The old woman called, “You see anything?”

“Not yet,” Jeffrey said, trying to breathe through his mouth. He pushed back another bifold door, thinking nothing could be worse than the smell in the hallway. He was wrong. Luke Swan’s room was a stinking mess. The sheets were pulled back and there was a stiff-looking patch at the center of the twin bed. A single bare lightbulb dangled over the bed, suspended from a wire looped across the ceiling. He could not believe Jessie could be interested in anyone who lived in a place like this. She was too damn picky. He hated to admit it, but Jessie had a little more class.

Two plastic storage boxes by the bed seemed to hold the bulk of Luke Swan’s clothes. The plastic was clear, and Jeffrey was thankful he did not have to touch anything to see inside. Spiderwebs and the kind of dirt that took years to accumulate were under the bed, but except for a filthy-looking white sock, there was nothing else there.

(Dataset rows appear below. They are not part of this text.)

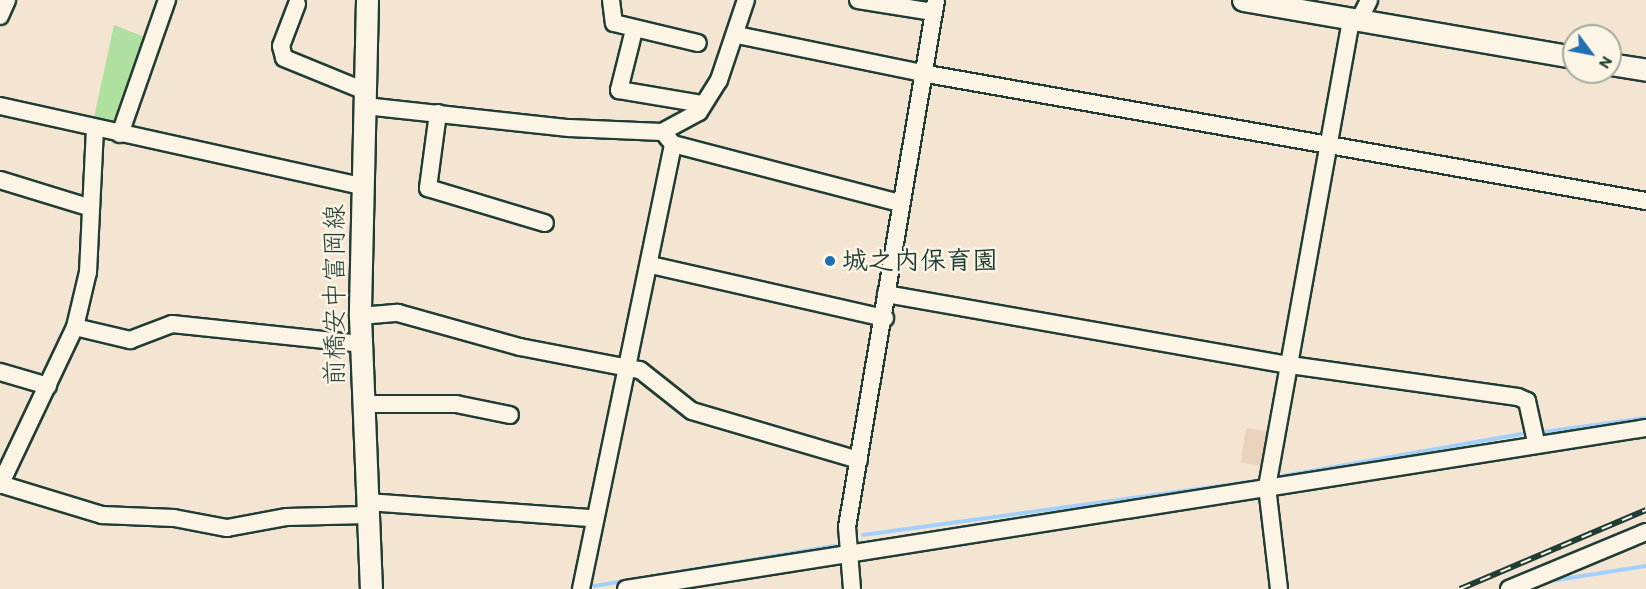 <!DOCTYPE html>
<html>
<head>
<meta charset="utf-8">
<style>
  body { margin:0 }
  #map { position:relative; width:1646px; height:589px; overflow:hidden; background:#f4e5d3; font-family:Itim,"Klee One",sans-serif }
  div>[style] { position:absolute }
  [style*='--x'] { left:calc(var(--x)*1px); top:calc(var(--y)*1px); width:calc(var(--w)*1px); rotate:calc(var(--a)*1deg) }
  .built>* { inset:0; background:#ebd2bd; transform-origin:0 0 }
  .green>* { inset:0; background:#afe09f }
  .stream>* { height:4px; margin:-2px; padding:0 2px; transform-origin:2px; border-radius:2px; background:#a2d0fd }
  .roads { filter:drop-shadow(2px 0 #1f3d34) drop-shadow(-2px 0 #1f3d34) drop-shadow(0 2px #1f3d34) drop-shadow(0 -2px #1f3d34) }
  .minor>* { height:16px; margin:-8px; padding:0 8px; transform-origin:8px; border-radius:8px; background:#fcf5e5 }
  .major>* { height:21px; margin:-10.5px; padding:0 10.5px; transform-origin:10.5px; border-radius:10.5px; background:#fcf5e5 }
  .rail>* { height:6px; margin-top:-3px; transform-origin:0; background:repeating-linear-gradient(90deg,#fcf5e5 0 11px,#1f3d34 0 22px); box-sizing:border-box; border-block:2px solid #1f3d34 }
  .dots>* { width:16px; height:16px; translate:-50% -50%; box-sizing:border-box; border:3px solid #fcf5e5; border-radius:50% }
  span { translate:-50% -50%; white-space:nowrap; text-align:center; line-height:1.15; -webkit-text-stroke:5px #fcf5e5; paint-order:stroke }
  .poi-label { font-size:26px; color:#1f3d34; font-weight:700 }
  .left { translate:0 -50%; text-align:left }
  .street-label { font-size:26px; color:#1f3d34 }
  .north { position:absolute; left:1562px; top:24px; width:60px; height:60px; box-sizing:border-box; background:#fcf5e5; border:2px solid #a4ab9e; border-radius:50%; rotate:122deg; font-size:16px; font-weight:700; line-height:24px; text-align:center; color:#1f3d34 }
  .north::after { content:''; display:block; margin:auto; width:21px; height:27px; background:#1f6fb2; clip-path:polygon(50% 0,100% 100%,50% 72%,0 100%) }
</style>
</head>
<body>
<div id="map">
  <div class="built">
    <div style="left:1246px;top:428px;width:24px;height:35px;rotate:9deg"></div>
  </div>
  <div class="green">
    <div style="clip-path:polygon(114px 25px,147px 38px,117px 127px,93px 122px)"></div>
  </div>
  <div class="stream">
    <div style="--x:1543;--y:432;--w:104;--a:-7.7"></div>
    <div style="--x:1283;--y:476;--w:242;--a:-10"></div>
    <div style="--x:863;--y:535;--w:399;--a:-7.8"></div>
    <div style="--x:649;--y:577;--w:189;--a:-9.5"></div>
    <div style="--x:1550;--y:581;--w:97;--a:-8.9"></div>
    <div style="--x:594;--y:586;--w:33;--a:-9"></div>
  </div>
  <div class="roads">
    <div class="minor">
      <div style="--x:611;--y:0;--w:23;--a:83"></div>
      <div style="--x:614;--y:23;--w:86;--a:13.4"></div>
      <div style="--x:858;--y:0;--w:76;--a:9.1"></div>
      <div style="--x:297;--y:4;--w:45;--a:110.9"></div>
      <div style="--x:281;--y:46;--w:12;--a:76"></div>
      <div style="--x:284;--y:58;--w:87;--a:22.2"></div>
      <div style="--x:0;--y:16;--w:17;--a:-66"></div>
      <div style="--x:1359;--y:20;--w:22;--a:-63"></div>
      <div style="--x:634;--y:30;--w:62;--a:104"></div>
      <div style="--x:619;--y:90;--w:85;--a:9.5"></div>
      <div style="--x:737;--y:35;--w:194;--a:11.6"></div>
      <div style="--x:927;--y:74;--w:730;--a:10.02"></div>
      <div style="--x:0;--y:106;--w:371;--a:12.5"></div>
      <div style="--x:365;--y:106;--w:205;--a:6.2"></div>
      <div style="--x:569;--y:128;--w:93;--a:2.5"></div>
      <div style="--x:662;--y:132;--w:42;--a:-28.4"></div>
      <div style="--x:699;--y:112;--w:38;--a:-58"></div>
      <div style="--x:719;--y:80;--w:84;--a:-71.4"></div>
      <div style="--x:438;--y:113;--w:76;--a:97.6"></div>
      <div style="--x:428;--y:188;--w:122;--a:16.7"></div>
      <div style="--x:120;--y:134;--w:142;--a:-70.7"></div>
      <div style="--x:667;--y:137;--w:9;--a:49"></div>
      <div style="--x:673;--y:144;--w:234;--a:14.6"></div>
      <div style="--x:0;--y:180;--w:95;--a:17.1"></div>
      <div style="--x:651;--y:265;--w:240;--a:12.8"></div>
      <div style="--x:886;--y:294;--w:410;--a:10"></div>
      <div style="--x:1290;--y:365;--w:230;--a:8"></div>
      <div style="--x:1518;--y:397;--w:10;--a:24"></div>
      <div style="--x:1527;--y:401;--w:42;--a:77.6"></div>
      <div style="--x:360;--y:316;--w:38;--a:-5"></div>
      <div style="--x:398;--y:313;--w:127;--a:15.6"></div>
      <div style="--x:520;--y:347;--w:122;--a:10.9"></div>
      <div style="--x:640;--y:370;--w:66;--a:38.3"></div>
      <div style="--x:692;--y:411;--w:174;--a:16.4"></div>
      <div style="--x:75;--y:327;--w:57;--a:13.3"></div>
      <div style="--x:130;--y:340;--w:45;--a:-20.9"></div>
      <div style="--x:172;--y:324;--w:190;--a:6"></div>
      <div style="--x:0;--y:372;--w:50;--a:16.3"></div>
      <div style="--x:363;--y:404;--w:93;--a:0"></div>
      <div style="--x:456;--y:404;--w:55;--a:11.5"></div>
      <div style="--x:0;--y:484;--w:107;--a:16.9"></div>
      <div style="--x:102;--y:515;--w:72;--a:2.4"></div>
      <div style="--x:174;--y:518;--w:54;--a:10.7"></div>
      <div style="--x:227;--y:528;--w:61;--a:-10.4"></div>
      <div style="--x:287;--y:517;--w:80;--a:-1.4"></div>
      <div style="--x:0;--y:485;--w:175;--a:-64.6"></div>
      <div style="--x:75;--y:327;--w:57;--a:-76.7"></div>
      <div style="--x:88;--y:272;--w:143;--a:-87.2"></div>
      <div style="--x:367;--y:502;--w:226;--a:4.1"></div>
      <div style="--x:581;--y:589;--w:454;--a:-78.3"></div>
      <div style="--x:626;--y:589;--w:1033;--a:-8.97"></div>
      <div style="--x:852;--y:589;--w:62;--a:-94.6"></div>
      <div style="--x:847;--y:527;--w:534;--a:-80.41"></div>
      <div style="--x:1279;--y:589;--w:103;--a:-96.7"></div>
      <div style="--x:1267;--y:487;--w:476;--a:-79.8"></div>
      <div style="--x:1509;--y:589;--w:148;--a:-22.6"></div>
    </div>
    <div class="major">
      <div style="--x:367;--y:0;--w:316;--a:91.3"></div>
      <div style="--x:360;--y:316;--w:273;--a:87.7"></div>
      <div style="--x:1243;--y:0;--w:336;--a:9.8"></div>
      <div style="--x:1610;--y:64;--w:36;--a:9"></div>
    </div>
  </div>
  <div class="rail">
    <div style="--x:1460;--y:589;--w:202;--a:-23"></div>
  </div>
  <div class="dots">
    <div style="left:830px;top:261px;background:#1f6fb2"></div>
  </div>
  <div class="poi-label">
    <span class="left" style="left:842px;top:261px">城之内保育園</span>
  </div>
  <div class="street-label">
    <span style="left:335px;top:295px;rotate:-90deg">前橋安中富岡線</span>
  </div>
  <div class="north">N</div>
</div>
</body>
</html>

The closet had a locker shoved into it, the same kind you would find in a school. Stained underwear and socks were thrown onto the top shelf, shirts and jeans on the bottom. Jeffrey strained to see into the back, not wanting to put his hand into the locker. Just looking at Luke Swan’s room made him feel like he had something crawling on him. Finally, he gave up and brushed the clothes out, hoping nothing bit him. Other than a pair of Speedos with a tear in the crotch, he found nothing.

Jeffrey turned around, looking back at the room. He was not about to touch the mattress, even if there was a letter explaining everything that had happened tucked underneath. Reggie would have done that, anyway. If he had found something incriminating, he sure as shit would have thrown it in Robert’s face a long time ago.

Using his foot, Jeffrey kicked Swan’s clothes back into the closet. After he had shoved everything back in, he changed his mind and pulled it back out. Hoping he did not get some sort of disease, Jeffrey put his hands on either side of the locker and pulled it out from the closet.

The metal made a horrible groaning noise, shaking the whole room, and the old woman called, “You okay in there?”

“Yes, ma’am,” he told her, but then, looking behind the locker, seeing what was hidden in the back of the closet, he suddenly was not okay at all.

“How…” he began, but could not ask the question. He could only sit on the nasty bed and stare, his mind reeling for a moment, trying to come up with some kind of explanation or story—something that would help put Robert in the clear instead of pointing the finger right back at him. He kept coming back to the same conclusion, though, and he wanted a drink, several drinks, so bad he could taste the alcohol burning its way down to his belly.

“No,” he said, like saying it out loud would make it true. “No,” he repeated, but he still could not stop himself from asking, “Robert, what have you done?”